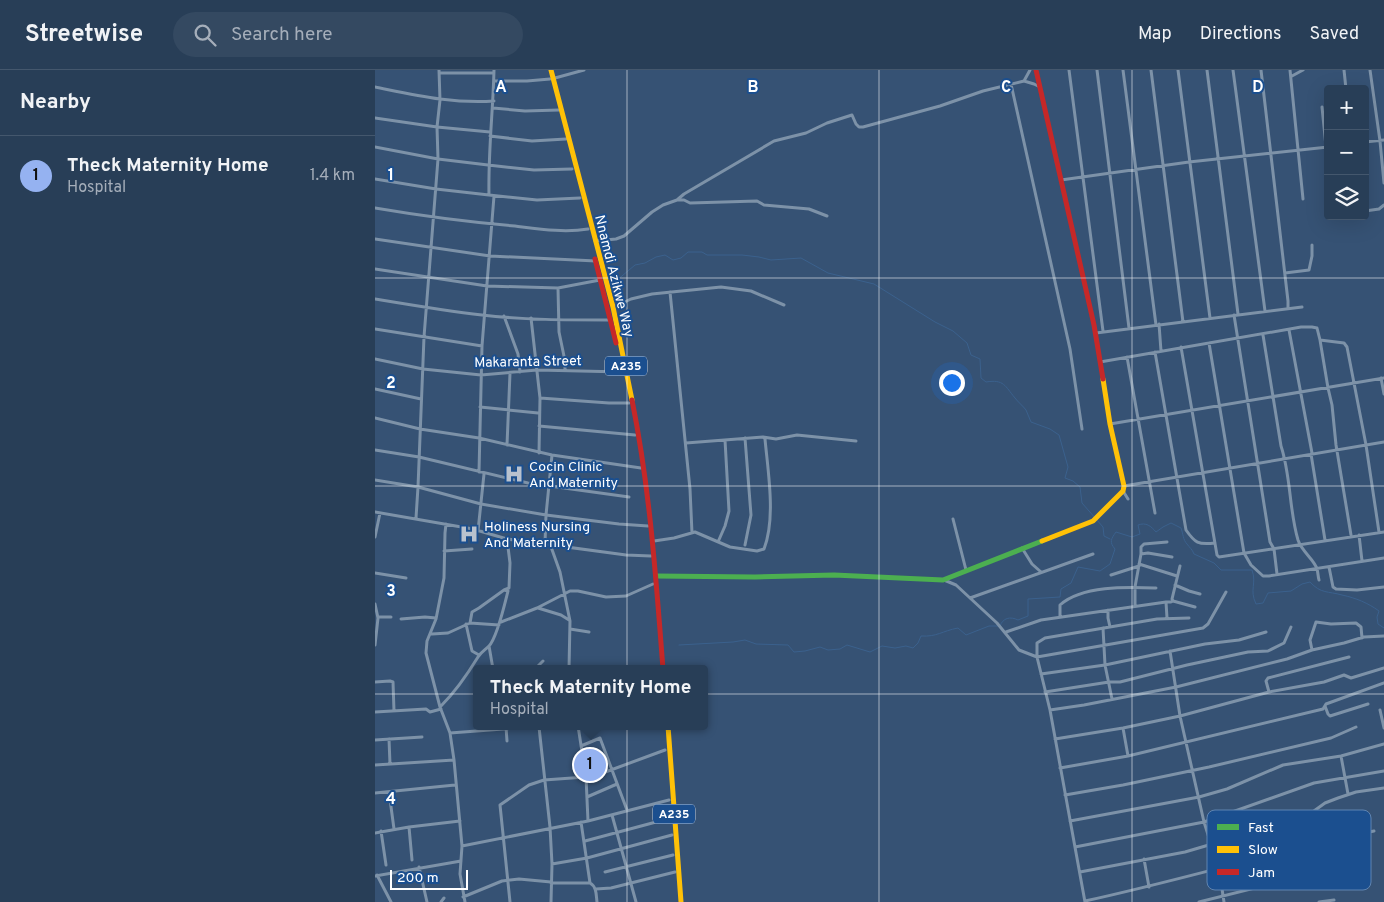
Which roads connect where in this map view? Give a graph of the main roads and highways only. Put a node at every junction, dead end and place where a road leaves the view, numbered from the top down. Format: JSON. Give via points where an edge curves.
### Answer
{"nodes":[{"id":1,"x":547,"y":70,"type":"edge"},
{"id":2,"x":551,"y":70,"type":"edge"},
{"id":3,"x":1036,"y":70,"type":"edge"},
{"id":4,"x":552,"y":79,"type":"junction"},
{"id":5,"x":656,"y":576,"type":"junction"},
{"id":6,"x":659,"y":665,"type":"edge"},
{"id":7,"x":663,"y":665,"type":"edge"},
{"id":8,"x":664,"y":730,"type":"edge"},
{"id":9,"x":668,"y":730,"type":"edge"},
{"id":10,"x":676,"y":902,"type":"edge"},
{"id":11,"x":681,"y":902,"type":"edge"}],
"edges":[{"from":1,"to":4,"type":"main road","name":"Nnamdi Azikwe Way","number":"A235"},
{"from":2,"to":4,"type":"main road","name":"Nnamdi Azikwe Way","number":"A235"},
{"from":3,"to":5,"type":"main road","via":[[1095,333],[1123,488],[1095,519],[943,580],[834,575]]},
{"from":4,"to":5,"type":"main road","name":"Nnamdi Azikwe Way","number":"A235","via":[[613,307],[643,454]]},
{"from":4,"to":6,"type":"main road","name":"Nnamdi Azikwe Way","number":"A235","via":[[623,372],[635,435],[648,526]]},
{"from":5,"to":7,"type":"main road","name":"Nnamdi Azikwe Way","number":"A235"},
{"from":8,"to":10,"type":"main road","number":"A235"},
{"from":9,"to":11,"type":"main road","number":"A235"}]}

========================

TASK STATEMENT: Reproduce the listing exactly, minus its pictures.

PROBLEM SOLUTION:
Which roads connect where in this map view? Give a graph of the main roads and highways only. Put a node at every junction, dead end and place where a road leaves the view, numbered from the top down. Format: JSON. Give via points where an edge curves.
### Answer
{"nodes":[{"id":1,"x":547,"y":70,"type":"edge"},
{"id":2,"x":551,"y":70,"type":"edge"},
{"id":3,"x":1036,"y":70,"type":"edge"},
{"id":4,"x":552,"y":79,"type":"junction"},
{"id":5,"x":656,"y":576,"type":"junction"},
{"id":6,"x":659,"y":665,"type":"edge"},
{"id":7,"x":663,"y":665,"type":"edge"},
{"id":8,"x":664,"y":730,"type":"edge"},
{"id":9,"x":668,"y":730,"type":"edge"},
{"id":10,"x":676,"y":902,"type":"edge"},
{"id":11,"x":681,"y":902,"type":"edge"}],
"edges":[{"from":1,"to":4,"type":"main road","name":"Nnamdi Azikwe Way","number":"A235"},
{"from":2,"to":4,"type":"main road","name":"Nnamdi Azikwe Way","number":"A235"},
{"from":3,"to":5,"type":"main road","via":[[1095,333],[1123,488],[1095,519],[943,580],[834,575]]},
{"from":4,"to":5,"type":"main road","name":"Nnamdi Azikwe Way","number":"A235","via":[[613,307],[643,454]]},
{"from":4,"to":6,"type":"main road","name":"Nnamdi Azikwe Way","number":"A235","via":[[623,372],[635,435],[648,526]]},
{"from":5,"to":7,"type":"main road","name":"Nnamdi Azikwe Way","number":"A235"},
{"from":8,"to":10,"type":"main road","number":"A235"},
{"from":9,"to":11,"type":"main road","number":"A235"}]}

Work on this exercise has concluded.